Ethical perspectives.  C. Lenk (Ulm University) argued that collection of data variables, such as social determinants of health in patient data, so far is insufficient to consider healthcare inequality. P. Lopez (University of Vienna) presented a new socio-technical typology in data-based algorithmic systems that distinguishes between societal, socio-technical and technical biases. T. Grote (University of Tübingen) talked about the normative relevance of different accounts of algorithmic bias in medical practice. He concluded that in decision support systems, as opposed to automated systems, the assurance of fairness in the final decision is in practice more relevant than algorithmic fairness per se. The last presentation by T. Gremsl and D. Schneeberger (University of Graz) combined ethical and legal perspectives while presenting interdisciplinary commentaries on the proposed European framework of ethical aspects of AI, robotics and related technologies.

Keynotes.  C. Bath (TU Braunschweig), in the first keynote of the conference, identified algorithmic bias as rooted in discriminatory beliefs of humans whose values and norms are inscribed into the tools. She proposed design methods against discrimination and exclusion informed by gender studies, feminist STS and user-driven approaches to develop non-biased AI. She furthermore suggested starting the development process with the definition of a problem that needs to be solved and not with imagining users, because the later step is prone to mistakes.

In the second keynote, K. Ferryman (New York University, Tandon School of Engineering) presented the Fairness in precision medicine project which uses critical medical anthropology and a STS approach to take on the task to center health equity in precision medicine. She also showed how being included in data is important and at the same time a privacy and security risk.

Illustration 1: This picture was created by a StyleGAN neuronal network following the input of “diversity” training pictures extracted from Google. Source: Timo Dufner

Lessons learned and outlook

In her summary discussion R. Ammicht-Quinn, director of the hosting center, pointed to topics and questions that kept resurfacing during the conference, in particular issues of categorization, objectification and representation in different health contexts and technologies. Which categorizations are at work and how do they work? Are categorizations a form of objectification? Who can represent (and be representative of) whose body, who is relevant for a specific representation and who counts as standard?

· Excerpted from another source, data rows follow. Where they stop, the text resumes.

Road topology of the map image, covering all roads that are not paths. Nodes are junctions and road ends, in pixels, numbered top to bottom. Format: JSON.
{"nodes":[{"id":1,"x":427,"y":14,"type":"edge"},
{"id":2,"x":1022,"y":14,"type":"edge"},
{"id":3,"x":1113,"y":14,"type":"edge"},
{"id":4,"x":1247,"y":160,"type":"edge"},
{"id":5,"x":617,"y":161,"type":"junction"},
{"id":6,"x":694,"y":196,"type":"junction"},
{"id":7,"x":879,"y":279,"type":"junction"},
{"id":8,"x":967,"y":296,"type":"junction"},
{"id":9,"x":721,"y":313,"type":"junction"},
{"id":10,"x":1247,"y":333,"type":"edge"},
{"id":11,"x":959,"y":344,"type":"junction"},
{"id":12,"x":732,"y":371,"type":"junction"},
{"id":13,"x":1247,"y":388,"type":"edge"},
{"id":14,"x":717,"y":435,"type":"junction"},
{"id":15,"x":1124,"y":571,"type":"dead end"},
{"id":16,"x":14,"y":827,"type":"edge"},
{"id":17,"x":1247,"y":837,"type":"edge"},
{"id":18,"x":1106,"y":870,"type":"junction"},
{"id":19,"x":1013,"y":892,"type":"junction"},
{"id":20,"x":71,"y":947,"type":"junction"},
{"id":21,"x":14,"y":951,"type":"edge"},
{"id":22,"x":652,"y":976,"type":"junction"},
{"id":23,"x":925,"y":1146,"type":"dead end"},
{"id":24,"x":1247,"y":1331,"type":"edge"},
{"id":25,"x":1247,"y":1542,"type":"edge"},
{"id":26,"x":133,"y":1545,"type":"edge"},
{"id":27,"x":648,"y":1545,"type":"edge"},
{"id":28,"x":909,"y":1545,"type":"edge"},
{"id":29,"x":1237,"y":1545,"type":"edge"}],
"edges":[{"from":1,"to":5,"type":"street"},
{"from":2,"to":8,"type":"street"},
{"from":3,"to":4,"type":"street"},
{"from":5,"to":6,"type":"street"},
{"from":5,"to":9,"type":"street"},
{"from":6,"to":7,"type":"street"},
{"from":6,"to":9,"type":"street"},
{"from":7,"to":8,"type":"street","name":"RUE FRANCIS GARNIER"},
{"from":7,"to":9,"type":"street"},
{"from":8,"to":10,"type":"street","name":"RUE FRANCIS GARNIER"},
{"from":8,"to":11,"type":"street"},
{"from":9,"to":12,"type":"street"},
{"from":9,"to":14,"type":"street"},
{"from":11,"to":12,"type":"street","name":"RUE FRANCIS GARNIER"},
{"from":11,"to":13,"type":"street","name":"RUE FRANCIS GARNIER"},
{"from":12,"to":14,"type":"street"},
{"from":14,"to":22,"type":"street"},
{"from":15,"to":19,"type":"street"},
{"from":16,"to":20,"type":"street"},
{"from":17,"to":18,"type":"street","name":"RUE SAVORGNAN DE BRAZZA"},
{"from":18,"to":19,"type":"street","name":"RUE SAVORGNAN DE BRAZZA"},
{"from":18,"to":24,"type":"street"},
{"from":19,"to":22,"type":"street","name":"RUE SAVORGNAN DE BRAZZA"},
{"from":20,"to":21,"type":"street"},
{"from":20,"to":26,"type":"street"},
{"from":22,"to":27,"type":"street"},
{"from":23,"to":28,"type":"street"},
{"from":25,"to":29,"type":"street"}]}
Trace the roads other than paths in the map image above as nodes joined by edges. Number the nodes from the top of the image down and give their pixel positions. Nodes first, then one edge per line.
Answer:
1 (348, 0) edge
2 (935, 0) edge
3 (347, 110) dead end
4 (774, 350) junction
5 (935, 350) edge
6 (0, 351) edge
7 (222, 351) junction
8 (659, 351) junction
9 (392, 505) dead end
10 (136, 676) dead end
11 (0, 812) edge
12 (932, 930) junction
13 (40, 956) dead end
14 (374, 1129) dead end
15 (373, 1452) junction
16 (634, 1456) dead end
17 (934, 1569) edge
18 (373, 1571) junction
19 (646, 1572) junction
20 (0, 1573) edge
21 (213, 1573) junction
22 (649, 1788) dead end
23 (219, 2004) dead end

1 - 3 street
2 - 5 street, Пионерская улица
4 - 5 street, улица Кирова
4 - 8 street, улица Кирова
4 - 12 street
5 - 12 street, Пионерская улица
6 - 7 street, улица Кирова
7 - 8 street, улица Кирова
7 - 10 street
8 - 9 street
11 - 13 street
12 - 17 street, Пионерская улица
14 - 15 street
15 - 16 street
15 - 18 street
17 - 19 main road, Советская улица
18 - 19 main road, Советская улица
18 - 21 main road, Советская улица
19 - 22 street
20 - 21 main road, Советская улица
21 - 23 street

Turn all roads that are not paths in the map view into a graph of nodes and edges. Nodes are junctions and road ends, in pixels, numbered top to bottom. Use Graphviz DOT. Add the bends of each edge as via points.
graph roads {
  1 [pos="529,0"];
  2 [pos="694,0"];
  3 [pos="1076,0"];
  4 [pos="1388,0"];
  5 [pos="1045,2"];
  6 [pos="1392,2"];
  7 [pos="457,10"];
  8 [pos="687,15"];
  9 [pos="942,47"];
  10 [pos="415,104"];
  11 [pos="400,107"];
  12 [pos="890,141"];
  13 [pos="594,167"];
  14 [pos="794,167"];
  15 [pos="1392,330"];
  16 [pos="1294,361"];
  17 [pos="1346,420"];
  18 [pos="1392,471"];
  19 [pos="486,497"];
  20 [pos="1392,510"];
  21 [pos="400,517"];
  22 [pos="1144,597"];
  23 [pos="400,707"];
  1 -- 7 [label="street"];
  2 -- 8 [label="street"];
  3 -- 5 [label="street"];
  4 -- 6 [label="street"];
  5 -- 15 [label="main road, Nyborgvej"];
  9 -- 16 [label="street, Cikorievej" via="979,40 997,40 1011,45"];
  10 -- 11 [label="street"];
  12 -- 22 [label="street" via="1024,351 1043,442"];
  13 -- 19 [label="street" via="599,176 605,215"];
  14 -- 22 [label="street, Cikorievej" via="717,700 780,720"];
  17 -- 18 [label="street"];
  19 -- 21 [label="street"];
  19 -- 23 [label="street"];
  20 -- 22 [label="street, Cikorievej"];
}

Throughout the conference biases in medical AI had been a focal point on different levels. The question “how does fairness relate to the most desirable bias?” remains – even if we accept that nothing is without bias. Several speakers talked about diversity in all its ambivalences. How is it possible to avoid erasure, exclusion and silencing? How do we deal with the dilemma of either seeking participation or valuing patients’ privacy? The benefits of health AI to facilitate development of treatment of rare diseases was one of the few examples that focused on chances and advantages of AI in medicine. Through the vast majority of topics, the critical analysis of AI pervaded the talks. This seemingly huge gap between the promotion of benefits and fundamental critique was also addressed in both keynotes. AI holds the potential to facilitate and accelerate processes within medicine and healthcare to promote health for all. At the same time, we must be wary of whose values and which knowledge are inscribed in data and technique during the development processes.